Mark, I would love to hear your thoughts on a D.Min. They seem to get mixed reviews around here. It seems like with most degrees, it depends on where you get it. I guess I should have mentioned in the question that I am focused mostly on pastoral ministry. While at Seminary I have been so influenced by the Practical Theology department, that I would love to pass that on to other students down the road after spending some time in pastoral ministry.


----------



## reaganmarsh (Mar 26, 2016)

Hi Aaron, 

You may wish to consider the PRTS modular ThM, in which your major may be Biblical Studies, Systematic Theology, or Reformation & Post-Reformation Theology. As stated above, your research/thesis could be ecclesiastical in nature and could serve you well as a possible testing grounds for future work. 

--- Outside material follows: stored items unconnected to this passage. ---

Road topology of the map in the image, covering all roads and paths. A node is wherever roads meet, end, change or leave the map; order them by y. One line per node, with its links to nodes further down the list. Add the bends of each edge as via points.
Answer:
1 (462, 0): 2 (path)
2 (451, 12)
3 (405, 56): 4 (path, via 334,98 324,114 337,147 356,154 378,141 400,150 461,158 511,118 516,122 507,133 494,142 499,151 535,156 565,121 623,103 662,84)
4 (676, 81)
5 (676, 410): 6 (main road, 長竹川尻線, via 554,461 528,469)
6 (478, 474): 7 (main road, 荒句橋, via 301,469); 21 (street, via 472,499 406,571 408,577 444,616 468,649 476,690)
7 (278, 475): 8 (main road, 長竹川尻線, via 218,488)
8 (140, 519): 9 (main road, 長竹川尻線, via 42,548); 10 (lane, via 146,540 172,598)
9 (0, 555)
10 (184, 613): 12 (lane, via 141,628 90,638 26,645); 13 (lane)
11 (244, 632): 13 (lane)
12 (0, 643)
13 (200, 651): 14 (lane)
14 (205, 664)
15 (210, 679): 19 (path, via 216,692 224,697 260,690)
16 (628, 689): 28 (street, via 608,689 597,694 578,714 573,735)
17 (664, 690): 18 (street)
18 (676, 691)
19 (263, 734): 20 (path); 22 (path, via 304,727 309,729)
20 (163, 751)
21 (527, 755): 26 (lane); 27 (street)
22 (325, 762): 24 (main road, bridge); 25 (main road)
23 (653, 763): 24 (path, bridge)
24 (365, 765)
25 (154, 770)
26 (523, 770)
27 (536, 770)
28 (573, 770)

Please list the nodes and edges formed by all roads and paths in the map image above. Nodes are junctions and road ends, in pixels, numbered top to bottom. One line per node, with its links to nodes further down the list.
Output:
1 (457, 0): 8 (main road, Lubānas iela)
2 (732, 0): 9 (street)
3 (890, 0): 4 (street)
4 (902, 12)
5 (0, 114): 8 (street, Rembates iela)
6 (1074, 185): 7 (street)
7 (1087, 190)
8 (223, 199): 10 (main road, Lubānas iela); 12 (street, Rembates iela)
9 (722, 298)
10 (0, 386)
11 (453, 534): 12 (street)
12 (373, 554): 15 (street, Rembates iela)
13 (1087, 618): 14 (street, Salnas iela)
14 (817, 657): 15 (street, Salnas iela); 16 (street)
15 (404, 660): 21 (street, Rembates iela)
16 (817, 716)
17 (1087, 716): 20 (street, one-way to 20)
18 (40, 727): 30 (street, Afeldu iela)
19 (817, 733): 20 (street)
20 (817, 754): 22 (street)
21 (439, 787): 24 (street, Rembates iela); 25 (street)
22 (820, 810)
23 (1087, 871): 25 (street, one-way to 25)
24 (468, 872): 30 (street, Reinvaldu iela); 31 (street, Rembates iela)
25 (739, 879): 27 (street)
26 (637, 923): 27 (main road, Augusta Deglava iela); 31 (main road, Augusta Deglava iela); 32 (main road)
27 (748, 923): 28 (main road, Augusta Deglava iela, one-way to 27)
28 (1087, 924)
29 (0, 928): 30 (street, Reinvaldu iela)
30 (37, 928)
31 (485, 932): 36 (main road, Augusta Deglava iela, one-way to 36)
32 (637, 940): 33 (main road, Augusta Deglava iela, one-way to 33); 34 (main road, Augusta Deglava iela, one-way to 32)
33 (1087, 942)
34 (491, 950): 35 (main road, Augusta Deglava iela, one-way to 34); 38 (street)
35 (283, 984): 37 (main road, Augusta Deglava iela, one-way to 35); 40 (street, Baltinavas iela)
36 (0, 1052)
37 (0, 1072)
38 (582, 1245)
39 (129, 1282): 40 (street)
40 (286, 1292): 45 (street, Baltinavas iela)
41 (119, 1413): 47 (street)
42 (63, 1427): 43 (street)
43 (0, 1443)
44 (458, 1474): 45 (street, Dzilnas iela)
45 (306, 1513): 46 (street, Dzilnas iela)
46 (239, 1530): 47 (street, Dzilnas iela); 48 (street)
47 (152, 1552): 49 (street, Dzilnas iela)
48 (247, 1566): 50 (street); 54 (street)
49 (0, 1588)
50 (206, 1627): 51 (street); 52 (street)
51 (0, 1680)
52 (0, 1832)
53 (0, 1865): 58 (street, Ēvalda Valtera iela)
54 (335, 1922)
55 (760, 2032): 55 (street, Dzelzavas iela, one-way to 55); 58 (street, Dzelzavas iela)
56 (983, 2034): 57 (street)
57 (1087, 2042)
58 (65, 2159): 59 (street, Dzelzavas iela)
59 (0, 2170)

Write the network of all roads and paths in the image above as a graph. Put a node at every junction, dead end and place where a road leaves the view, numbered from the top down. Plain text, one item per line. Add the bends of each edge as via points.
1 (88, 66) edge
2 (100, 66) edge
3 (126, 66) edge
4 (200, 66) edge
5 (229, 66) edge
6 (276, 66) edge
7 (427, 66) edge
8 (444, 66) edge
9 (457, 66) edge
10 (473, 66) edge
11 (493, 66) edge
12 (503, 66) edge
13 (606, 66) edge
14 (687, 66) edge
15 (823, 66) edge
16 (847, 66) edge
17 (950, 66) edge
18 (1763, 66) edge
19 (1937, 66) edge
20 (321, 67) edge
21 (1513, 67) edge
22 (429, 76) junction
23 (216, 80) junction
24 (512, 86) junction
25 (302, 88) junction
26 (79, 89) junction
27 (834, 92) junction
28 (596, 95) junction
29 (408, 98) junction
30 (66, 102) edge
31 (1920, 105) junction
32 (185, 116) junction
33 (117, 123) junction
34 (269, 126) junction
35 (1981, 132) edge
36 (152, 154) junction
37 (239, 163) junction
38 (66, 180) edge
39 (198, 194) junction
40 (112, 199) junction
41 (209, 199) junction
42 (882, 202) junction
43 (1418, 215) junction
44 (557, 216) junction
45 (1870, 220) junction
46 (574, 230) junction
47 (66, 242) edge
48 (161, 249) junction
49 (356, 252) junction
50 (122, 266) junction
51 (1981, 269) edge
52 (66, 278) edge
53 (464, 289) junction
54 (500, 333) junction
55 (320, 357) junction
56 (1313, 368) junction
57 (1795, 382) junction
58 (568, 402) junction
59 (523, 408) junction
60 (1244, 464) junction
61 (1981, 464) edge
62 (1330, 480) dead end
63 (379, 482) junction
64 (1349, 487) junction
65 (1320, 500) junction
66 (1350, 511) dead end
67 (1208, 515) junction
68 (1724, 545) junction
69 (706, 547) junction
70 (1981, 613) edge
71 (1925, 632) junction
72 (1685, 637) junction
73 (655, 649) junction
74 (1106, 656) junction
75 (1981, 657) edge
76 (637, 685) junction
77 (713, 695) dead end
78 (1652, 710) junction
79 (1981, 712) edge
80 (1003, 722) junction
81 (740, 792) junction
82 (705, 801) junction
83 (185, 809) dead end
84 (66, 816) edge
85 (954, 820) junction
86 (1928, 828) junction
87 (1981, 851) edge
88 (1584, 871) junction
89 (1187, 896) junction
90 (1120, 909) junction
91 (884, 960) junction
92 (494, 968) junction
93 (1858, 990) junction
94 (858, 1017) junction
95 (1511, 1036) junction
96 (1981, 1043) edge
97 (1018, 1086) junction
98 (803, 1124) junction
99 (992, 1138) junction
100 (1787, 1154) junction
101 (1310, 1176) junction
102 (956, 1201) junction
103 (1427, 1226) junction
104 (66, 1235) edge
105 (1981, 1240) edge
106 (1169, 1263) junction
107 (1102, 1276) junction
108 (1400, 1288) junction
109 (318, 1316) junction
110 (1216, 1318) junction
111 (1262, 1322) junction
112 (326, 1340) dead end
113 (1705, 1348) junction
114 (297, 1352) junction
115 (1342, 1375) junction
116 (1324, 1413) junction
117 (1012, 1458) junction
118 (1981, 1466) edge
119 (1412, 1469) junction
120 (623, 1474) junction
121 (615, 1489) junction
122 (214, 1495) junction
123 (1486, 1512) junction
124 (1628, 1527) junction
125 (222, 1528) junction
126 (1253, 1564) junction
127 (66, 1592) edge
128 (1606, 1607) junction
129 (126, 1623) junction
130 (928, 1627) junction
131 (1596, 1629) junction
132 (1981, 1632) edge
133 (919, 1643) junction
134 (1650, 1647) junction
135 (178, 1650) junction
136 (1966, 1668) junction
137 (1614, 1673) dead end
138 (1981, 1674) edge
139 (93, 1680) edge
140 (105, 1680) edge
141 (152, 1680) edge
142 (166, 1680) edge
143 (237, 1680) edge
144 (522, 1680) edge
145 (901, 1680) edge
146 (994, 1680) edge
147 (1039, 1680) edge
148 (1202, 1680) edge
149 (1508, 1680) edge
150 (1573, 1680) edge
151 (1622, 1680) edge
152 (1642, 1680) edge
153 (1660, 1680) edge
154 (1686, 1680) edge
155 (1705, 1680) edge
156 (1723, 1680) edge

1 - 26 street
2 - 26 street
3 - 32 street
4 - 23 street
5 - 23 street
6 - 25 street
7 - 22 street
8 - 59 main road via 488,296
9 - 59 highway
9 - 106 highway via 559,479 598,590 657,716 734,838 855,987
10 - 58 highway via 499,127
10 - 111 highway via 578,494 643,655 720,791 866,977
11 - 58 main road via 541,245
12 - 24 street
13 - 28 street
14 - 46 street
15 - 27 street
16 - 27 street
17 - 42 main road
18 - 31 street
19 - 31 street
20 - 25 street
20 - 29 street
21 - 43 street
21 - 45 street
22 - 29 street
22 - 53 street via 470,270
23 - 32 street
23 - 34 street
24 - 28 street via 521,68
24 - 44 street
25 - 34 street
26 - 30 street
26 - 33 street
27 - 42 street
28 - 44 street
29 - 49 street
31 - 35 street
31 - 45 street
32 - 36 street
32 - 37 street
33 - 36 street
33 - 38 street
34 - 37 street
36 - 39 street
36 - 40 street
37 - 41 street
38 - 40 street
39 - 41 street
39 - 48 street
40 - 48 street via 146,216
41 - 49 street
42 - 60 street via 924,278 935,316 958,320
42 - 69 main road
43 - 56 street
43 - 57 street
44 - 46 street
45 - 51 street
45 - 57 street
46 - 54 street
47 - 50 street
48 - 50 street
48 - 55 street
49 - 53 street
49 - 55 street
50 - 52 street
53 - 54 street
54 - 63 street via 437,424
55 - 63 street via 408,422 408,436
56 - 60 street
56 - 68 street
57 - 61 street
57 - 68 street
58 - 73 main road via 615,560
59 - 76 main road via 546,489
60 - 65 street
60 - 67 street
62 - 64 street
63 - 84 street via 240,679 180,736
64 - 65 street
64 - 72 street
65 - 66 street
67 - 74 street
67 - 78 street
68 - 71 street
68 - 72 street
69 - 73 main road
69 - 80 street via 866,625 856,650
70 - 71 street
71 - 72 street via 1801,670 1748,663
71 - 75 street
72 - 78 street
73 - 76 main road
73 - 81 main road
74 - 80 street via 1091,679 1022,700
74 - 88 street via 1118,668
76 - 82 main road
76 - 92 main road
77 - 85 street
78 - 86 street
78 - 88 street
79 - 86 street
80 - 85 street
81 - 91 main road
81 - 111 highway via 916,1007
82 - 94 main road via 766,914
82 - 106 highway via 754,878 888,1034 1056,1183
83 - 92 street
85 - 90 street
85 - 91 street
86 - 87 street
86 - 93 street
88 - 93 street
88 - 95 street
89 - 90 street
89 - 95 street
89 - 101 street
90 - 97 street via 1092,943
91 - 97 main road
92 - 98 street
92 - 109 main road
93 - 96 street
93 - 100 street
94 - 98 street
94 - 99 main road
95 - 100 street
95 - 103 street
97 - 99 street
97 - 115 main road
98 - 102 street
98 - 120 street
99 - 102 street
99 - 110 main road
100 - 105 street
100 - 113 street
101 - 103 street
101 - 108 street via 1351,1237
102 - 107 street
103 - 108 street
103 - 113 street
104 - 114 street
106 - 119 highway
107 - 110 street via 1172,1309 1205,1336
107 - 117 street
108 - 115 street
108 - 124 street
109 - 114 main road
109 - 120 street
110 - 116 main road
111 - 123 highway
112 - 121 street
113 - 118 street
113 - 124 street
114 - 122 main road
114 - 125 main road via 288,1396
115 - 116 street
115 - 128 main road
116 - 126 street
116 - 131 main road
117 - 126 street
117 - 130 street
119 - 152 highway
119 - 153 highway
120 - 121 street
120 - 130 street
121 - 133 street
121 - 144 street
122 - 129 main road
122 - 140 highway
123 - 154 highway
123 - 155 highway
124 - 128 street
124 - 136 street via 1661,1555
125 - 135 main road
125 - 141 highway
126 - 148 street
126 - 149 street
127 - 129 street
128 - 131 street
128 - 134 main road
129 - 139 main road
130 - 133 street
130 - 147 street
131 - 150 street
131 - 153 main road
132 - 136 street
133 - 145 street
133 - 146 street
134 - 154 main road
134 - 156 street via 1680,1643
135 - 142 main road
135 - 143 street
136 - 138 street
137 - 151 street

SBTS also offers the ThM and PhD in Preaching, Biblical Counseling, Biblical Spirituality, etc., as well as DMin programs in a number of similar majors (the Applied Theology track looks fascinating). 

All the best in your studies as you seek to serve the living Christ! 

Grace to you.


----------



## suber03 (Mar 26, 2016)

reaganmarsh said:


> Hi Aaron,
> 
> You may wish to consider the PRTS modular ThM, in which your major may be Biblical Studies, Systematic Theology, or Reformation & Post-Reformation Theology. As stated above, your research/thesis could be ecclesiastical in nature and could serve you well as a possible testing grounds for future work.
> 
> ...



Thank you Rev. Reagan for your post. I am very interested in SBTS's program. The only reservation I have about it and Midwestern Baptist is the steeper cost for non-baptist. I actually agree with why they do it, but it does make it hard to consider them. That being said, I am almost completely convinced that whatever I decide to do, I will pursue a ThM first so I will have some time before I have to decide which way to go.


----------



## jwithnell (Mar 27, 2016)

Our pastor completed his PhD in practical theology at Gordon Conwell, Charlotte, with his thesis on The Imago Dei and the neurogically impaired. He was accepted into a program at WTS Philly as well where he received his MDiv. I'd be glad to introduce y'all if you want to PM me.


----------



## ZackF (Mar 27, 2016)

Romans922 said:


> If you are going to do anything on Practical Theology further, in my opinion you will best be served to go to the UK.



This surprises me.


----------



## suber03 (Mar 28, 2016)

ZackF said:


> Romans922 said:
> 
> 
> > If you are going to do anything on Practical Theology further, in my opinion you will best be served to go to the UK.
> ...



I'm surprised by this as well. I do like the European model of Phd work, but I don't necessarily like the European price. My wife says she would love to go spend some time abroad, though.


----------